Data from Kantar Worldpanel showed that, in spite of Deloitte’s forecasts of higher promotions for the wider retail sector, discounting among the grocers remained broadly in line with last year – with 33.6 per cent of products on promotion in December 2019, versus 33.7 per cent in the previous year.

Matt Botham, strategic insight director at Kantar Worldpanel said the UK grocers had been moving away from their previously high levels of discounting since 2015 in favour of lower prices overall

In spite of this, analysts speculated that the strong performance reported by discount supermarkets Aldi and Lidl was down to deep discounting. Aldi reported sales growth of 7.9 per cent for the four weeks to Christmas Eve, while Lidl reported 11 per cent growth for the four weeks to 29 December. As private companies, both groups reported figures at their own discretion, neglecting to include like-for-likes or margins. 

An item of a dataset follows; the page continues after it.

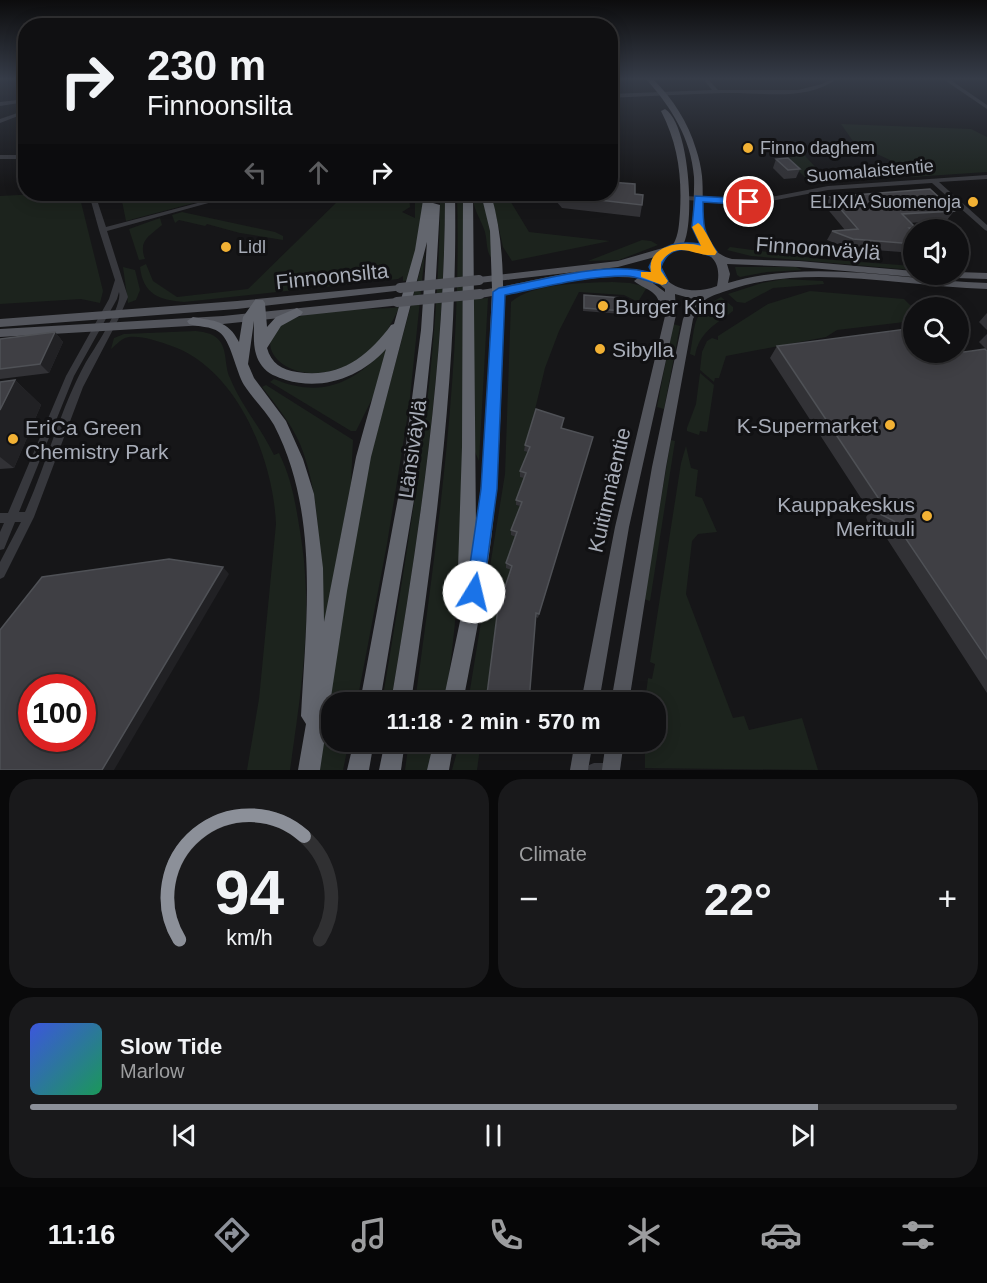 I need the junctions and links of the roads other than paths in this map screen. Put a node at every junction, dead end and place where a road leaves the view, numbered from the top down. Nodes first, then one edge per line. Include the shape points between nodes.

Tough times for clothing and general retailers

Promotional activity took much more of a toll on some of the general and clothing retailers. Superdry’s (SDRY) turnaround story was dealt a blow when management reported that “unprecedented levels of promotional activity”, combined with poor consumer demand and efforts to drive down stock in some lines, had made trading tougher, leading management to guide to underlying pre-tax profits of between zero and £10m for the full year. It was not the only downgrade to profits in the sector, with Card Factory (CARD) and Joules (JOUL) also warning.

Prior to Christmas, Superdry’s management had sounded a confident note following the group’s “strongest Black Friday ever”. However, the sales event – which comes after Thanksgiving in the US – fell in December this year rather than November as it usually does. This served to weaken the rest of the holiday trading period.

“Footfall rose on Black Friday by 3.3 per cent [on the previous year] and that brought Christmas trading forward,” said Ms Wehrle. “People spent in the first week particularly, but also over into the second week… But then footfall fell away in the second half of the month quite substantially.”

As ever, the shift towards online retail was evident, with Boohoo’s (BOO) sales performance and subsequent guidance upgrade prompting its share price to reach record highs, ultimately eclipsing Marks and Spencer in market capitalisation terms.  

It wasn’t just the pure-play online retailers that benefited from the continued growth in online retail, though. Sales growth in Dunelm’s (DNLM) recently overhauled online platform rapidly outpaced the growth of in-store sales, and supermarkets Tesco and Sainsbury both reported strong online growth.


Could things be looking up?

After the year the retail sector has had, some are taking the view that the only way it can go from here is up. Indeed, the KPMG/Ipsos Retail Think Tank is predicting growth of “at least” 1 per cent in the coming year, as post-election clarity on the political landscape feeds through to higher consumer confidence and spending. 

The think tank predicted that the grocery sector would continue to struggle, as shoppers opt for more convenience spending and home delivery. However, Mr Botham said things could start looking up, Brexit permitting, noting that the sector was no longer facing the tough comparator of 2018’s Football World Cup and summer heatwave, adding that the 2020 UEFA football tournament could even provide a boost.

“You’re not facing into the same headwinds that we were seeing through 2019,” he said.